Research has determined that we process between 60,000 to 70,000 thoughts per day and 90% of those thoughts are the same thoughts as the day before.  Consequently, the same thoughts lead to the same choices, that lead to the same behavior, that leads to same experience and produces the same emotions.  You are stuck in the same routine or mental program.

  • To break this routine and manage your mind, you must become conscious of this routine or program and become more aware of how you think, speak and feel. To enhance this management process, you must first acknowledge that your management system, whatever it is, is out of control and overwhelmed, calm your mind and take a well-deserved mental rest in a quite palace without external sensory input from the world!

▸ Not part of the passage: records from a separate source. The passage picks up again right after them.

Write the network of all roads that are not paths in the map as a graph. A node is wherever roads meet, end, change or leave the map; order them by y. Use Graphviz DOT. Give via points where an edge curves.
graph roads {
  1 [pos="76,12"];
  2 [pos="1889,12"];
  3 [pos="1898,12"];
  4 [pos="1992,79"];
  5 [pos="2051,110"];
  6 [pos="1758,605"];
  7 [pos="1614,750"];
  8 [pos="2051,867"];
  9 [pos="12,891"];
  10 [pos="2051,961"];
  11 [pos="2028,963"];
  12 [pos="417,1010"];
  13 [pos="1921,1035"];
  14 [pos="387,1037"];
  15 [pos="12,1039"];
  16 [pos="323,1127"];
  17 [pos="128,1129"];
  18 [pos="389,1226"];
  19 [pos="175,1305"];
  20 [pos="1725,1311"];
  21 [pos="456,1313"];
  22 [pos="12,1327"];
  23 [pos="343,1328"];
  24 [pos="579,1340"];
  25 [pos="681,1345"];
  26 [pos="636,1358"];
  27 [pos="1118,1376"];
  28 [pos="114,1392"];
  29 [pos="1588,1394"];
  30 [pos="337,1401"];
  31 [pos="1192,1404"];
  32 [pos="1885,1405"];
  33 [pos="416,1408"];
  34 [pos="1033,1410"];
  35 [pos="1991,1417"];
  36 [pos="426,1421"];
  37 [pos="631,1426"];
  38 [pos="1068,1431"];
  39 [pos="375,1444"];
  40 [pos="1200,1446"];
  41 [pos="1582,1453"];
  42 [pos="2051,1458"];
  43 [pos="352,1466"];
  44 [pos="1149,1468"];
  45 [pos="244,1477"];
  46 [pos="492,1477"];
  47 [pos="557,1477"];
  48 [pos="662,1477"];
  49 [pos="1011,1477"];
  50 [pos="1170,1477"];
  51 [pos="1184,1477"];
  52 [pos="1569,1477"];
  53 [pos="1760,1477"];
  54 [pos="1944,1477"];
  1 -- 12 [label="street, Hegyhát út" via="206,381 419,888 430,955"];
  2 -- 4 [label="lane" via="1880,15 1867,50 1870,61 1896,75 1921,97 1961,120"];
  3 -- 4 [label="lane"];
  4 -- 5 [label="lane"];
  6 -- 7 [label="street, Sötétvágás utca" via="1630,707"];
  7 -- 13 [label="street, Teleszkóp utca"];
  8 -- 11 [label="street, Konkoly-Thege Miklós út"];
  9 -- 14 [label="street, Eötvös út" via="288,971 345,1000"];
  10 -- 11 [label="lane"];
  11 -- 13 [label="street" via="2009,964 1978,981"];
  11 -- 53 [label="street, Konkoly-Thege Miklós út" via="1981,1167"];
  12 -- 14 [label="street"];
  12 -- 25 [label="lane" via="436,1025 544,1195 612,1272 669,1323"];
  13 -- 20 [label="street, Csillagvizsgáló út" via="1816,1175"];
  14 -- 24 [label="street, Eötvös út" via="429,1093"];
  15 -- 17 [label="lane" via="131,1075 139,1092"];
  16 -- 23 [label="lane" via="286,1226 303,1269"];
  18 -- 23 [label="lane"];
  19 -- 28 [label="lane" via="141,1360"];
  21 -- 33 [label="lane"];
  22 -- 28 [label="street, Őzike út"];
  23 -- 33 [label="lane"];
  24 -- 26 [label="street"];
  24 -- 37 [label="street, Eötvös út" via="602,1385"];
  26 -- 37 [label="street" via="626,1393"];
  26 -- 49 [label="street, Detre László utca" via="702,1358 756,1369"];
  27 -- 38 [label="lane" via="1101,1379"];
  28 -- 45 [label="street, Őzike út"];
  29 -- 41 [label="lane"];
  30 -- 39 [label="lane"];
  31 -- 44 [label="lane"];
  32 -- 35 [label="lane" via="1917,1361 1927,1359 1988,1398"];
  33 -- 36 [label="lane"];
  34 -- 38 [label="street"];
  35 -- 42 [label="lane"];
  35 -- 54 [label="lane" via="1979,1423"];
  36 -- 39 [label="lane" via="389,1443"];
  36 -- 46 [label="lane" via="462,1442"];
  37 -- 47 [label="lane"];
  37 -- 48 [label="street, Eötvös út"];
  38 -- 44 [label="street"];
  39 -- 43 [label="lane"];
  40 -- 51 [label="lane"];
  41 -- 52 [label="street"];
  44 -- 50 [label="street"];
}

  • Secondly, you must evaluate where you are in terms of what must be done. As you go through this process, you will find that the list is large with both high priority and mundane items presenting themselves.  This activity is much less daunting as you write down each item on a separate piece of paper as it occurs in your thoughts.  This process is to be performed without judgement or prioritization as to importance of what item is to be tackled first, second, third, etc.  This technique is commonly called a “mind dump”.  The whole purpose of this process is to completely clear the mind and observe the identified tasks visually, thus getting them out of your head.  This process has a calming effect in that the tasks are now visible before your eyes and not buzzing around in you mind like angry bees!

  • Thirdly, pick up one task at time and ask the following questions related to completing the task:

  • Is the item actionable?

  • NO – to the Trash or File for later use as reference use

  • YES – Does it take more than 1 action to complete?

  • YES – Make it a Project with multiple steps to complete

  • NO

  • What is the next Action?

  • Does need to be done by You?

  • NO – Delegate it

  • YES

  • Done in less than 2 minutes? – DO IT!

  • NO – Defer it to later.



Advance to the next item in the stack of tasks and repeat until the stack is complete!

This process will allow you to greatly reduce the stress in your mind, sort your tasks into manageable categories and gain a sense of accomplishment in your life at the end of the day as you complete the tasks.